One of the biggest adjustments to make when being in a serious relationship is suddenly you have to take two people’s individual schedules and lives into consideration when planning anything.
Dinner, trips, what you’re doing Saturday night and when can you finish Ru Paul’s Drag Race all require someone else weighing in on if and when it’s convenient for them.
Eating for one person
Speaking of dinner, I think I can speak on behalf of all of us when I say it is hard enough trying to feed ourselves, let alone TWO people.
Everyday I am just consistently thinking, When can I eat? What can I eat? When can I eat? What can I eat? How much is it going to cost? Also, when can I eat?
Adding another human stomach and TOTALLY DIFFERENT tastebud palate to the mix is a literal nightmare. How was I supposed to know my boyfriend hasn’t had anything besides Greek yogurt this morning and was planning to order Chinese takeout, meanwhile I stopped by the supermarket for chicken wings on my way home?
What am I, a STOMACH WHISPERER?!
Pre-gaming with girl friends
Nobody tells you the years you spent blasting T-Pain and shoveling Absolute Raspberry vodka into a Minute Maid powder mix while perfecting your cat eyeliner before going out to Buffalo Wild Wings are going to be the best years of your life. But they are.
Being in a relationship changes not only what you do when you go out, but how you prepare to go out.
Getting wasted and doing your choreographed dance to Nelly with your sorority sister is now a distant memory. Now, getting ready for a big date night is a lot more like trying on Spanx in hopes you look like Marnie from HBO’s “Girls” before her life fell apart.
Never compromising on… well… anything
SO MUCH of serious relationships is compromise. Like, 99.9 percent of it.
Everything from the movies you watch on Friday to who gets the left side of the bed is a negotiation, and the days of never having to think about what your bubble gum flavored chapstick addiction means to somebody else are over.
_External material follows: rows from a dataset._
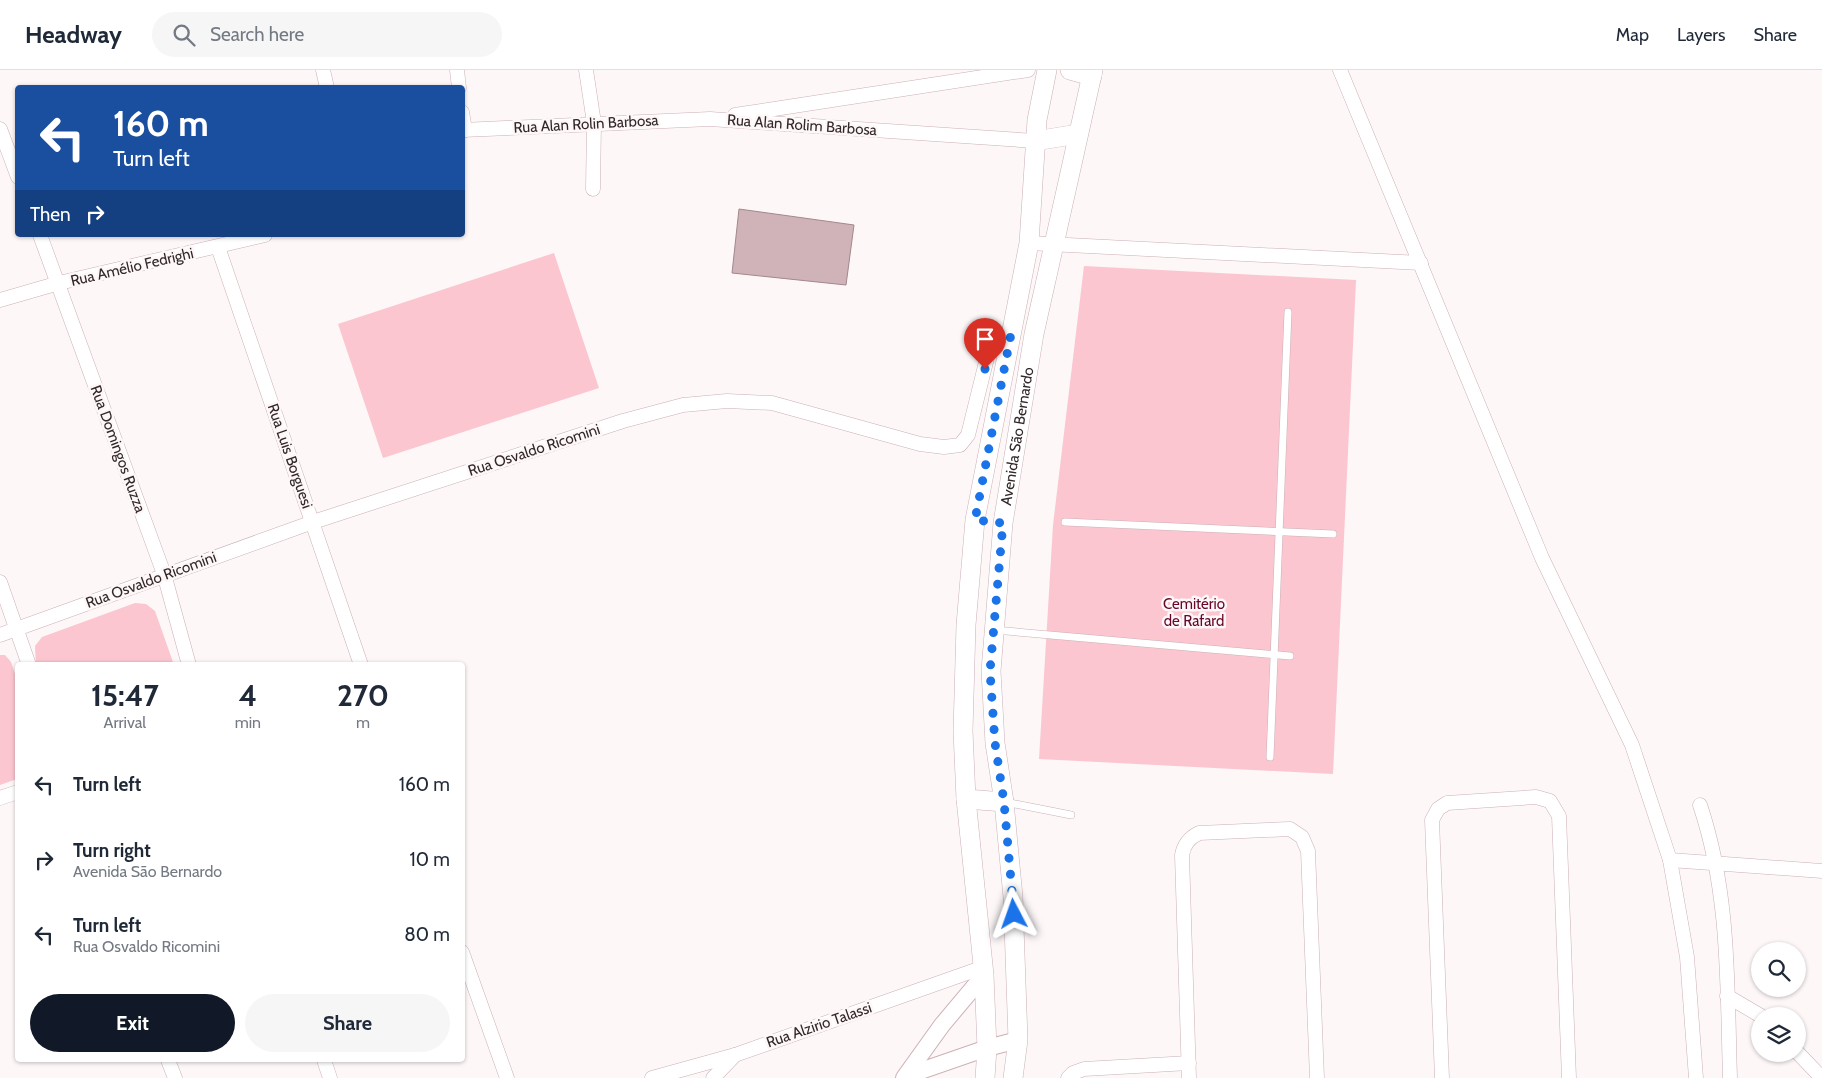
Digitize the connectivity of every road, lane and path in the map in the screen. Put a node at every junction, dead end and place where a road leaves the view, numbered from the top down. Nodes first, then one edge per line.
1 (323, 70) edge
2 (457, 70) edge
3 (586, 70) edge
4 (1028, 70) edge
5 (1047, 70) edge
6 (1070, 70) edge
7 (1340, 70) edge
8 (1092, 73) edge
9 (326, 85) edge
10 (459, 85) edge
11 (710, 119) junction
12 (594, 123) junction
13 (465, 130) edge
14 (1078, 134) junction
15 (5, 139) edge
16 (1035, 141) junction
17 (15, 168) edge
18 (593, 189) dead end
19 (41, 237) edge
20 (257, 237) edge
21 (1029, 243) junction
22 (1052, 244) junction
23 (218, 247) junction
24 (1421, 263) junction
25 (59, 283) junction
26 (0, 300) edge
27 (1288, 312) dead end
28 (1011, 334) junction
29 (975, 520) junction
30 (313, 522) junction
31 (1065, 522) dead end
32 (1003, 523) junction
33 (1279, 532) junction
34 (1334, 534) dead end
35 (164, 574) junction
36 (0, 582) edge
37 (17, 629) junction
38 (994, 630) junction
39 (0, 635) edge
40 (1274, 654) junction
41 (1290, 656) dead end
42 (28, 662) edge
43 (188, 662) edge
44 (360, 662) edge
45 (1270, 757) dead end
46 (15, 793) edge
47 (0, 798) edge
48 (966, 799) junction
49 (1004, 802) junction
50 (1700, 805) dead end
51 (1071, 815) dead end
52 (1670, 860) junction
53 (1716, 862) junction
54 (1822, 871) edge
55 (465, 960) edge
56 (984, 971) junction
57 (1727, 996) junction
58 (1751, 1010) edge
59 (1018, 1040) junction
60 (987, 1048) junction
61 (735, 1055) junction
62 (1806, 1061) edge
63 (169, 1062) edge
64 (325, 1062) edge
65 (1189, 1063) junction
66 (905, 1077) edge
67 (175, 1078) edge
68 (330, 1078) edge
69 (507, 1078) edge
70 (652, 1078) edge
71 (713, 1078) edge
72 (985, 1078) edge
73 (1013, 1078) edge
74 (1068, 1078) edge
75 (1189, 1078) edge
76 (1317, 1078) edge
77 (1442, 1078) edge
78 (1570, 1078) edge
79 (1696, 1078) edge
80 (1730, 1078) edge
81 (1822, 1078) edge

1 - 9 street
2 - 10 street
3 - 12 street
4 - 11 street, Rua Alan Rolim Barbosa
5 - 16 main road, Avenida São Bernardo
6 - 8 main road
7 - 24 street
8 - 14 main road, Avenida São Bernardo
11 - 12 street, Rua Alan Rolin Barbosa
11 - 16 street, Rua Alan Rolim Barbosa
12 - 13 street, Rua Alan Rolin Barbosa
12 - 18 street
14 - 16 main road
14 - 22 main road, Avenida São Bernardo
15 - 17 street
16 - 21 main road, Avenida São Bernardo
19 - 25 street, Rua Domingos Ruzza
20 - 23 street, Rua Amélio Fedrighi
21 - 22 street
21 - 28 main road, Avenida São Bernardo
22 - 24 street
22 - 32 main road, Avenida São Bernardo
23 - 25 street, Rua Amélio Fedrighi
23 - 30 street, Rua Luis Borguesi
24 - 52 street
25 - 26 street, Rua Amélio Fedrighi
25 - 35 street, Rua Domingos Ruzza
27 - 33 lane
28 - 29 main road, Avenida São Bernardo
28 - 30 street, Rua Osvaldo Ricomini
29 - 32 main road
29 - 48 main road, Avenida São Bernardo
30 - 35 street, Rua Osvaldo Ricomini
30 - 44 street, Rua Luis Borguesi
31 - 33 lane
32 - 38 main road, Avenida São Bernardo
33 - 34 lane
33 - 40 lane
35 - 37 street, Rua Osvaldo Ricomini
35 - 43 street, Rua Domingos Ruzza
36 - 37 street
37 - 39 street, Rua Osvaldo Ricomini
37 - 42 street
38 - 40 lane
38 - 49 main road, Avenida São Bernardo
40 - 41 lane
40 - 45 lane
46 - 47 street
48 - 49 main road
48 - 56 main road, Avenida São Bernardo
49 - 51 lane
49 - 59 main road, Avenida São Bernardo
50 - 53 street
52 - 53 street
52 - 79 street
53 - 54 street
53 - 57 street
55 - 69 street
56 - 60 main road, Avenida São Bernardo
56 - 61 street, Rua Alzirio Talassi
56 - 66 street
57 - 58 street
57 - 80 street
59 - 60 street
59 - 73 main road, Avenida São Bernardo
60 - 66 street
60 - 72 main road, Avenida São Bernardo
61 - 70 street, Rua Alzirio Talassi
61 - 71 street
62 - 81 street
63 - 67 street
64 - 68 street
65 - 74 street
65 - 75 street
65 - 76 street
77 - 78 street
When you’re in a serious relationship, so much of your decision-making becomes a tit-for-tat exchange, and you are suddenly aware of all the freedom (BUZZ WORD ALERT!) you used to have when making decisions of any kind.
Being able to cancel plans with a fake excuse
There is nothing I love more than canceling plans and just staying home. Here’s the kicker: When you’re in a real relationship, chances are your BF or GF actually knows what’s up with you.
Excuses like, “My mom is in town” or “I’m sick” or “Work is crazy!” don’t fly, because your boo-bear can call BS, BS and more BS.
Say goodbye to guilt-free afternoons snuggled in your bed, giving zero fucks about other people’s plans. You’re in LOVE, baby.
Giving no fucks
When you’re single, you have one person and one person only to worry about.
That’s right: Beyoncé.
But SECOND to Beyoncé, you only have to worry about yourself. However, when you’re coupled up, you would not BELIEVE the amount of fucks you start giving.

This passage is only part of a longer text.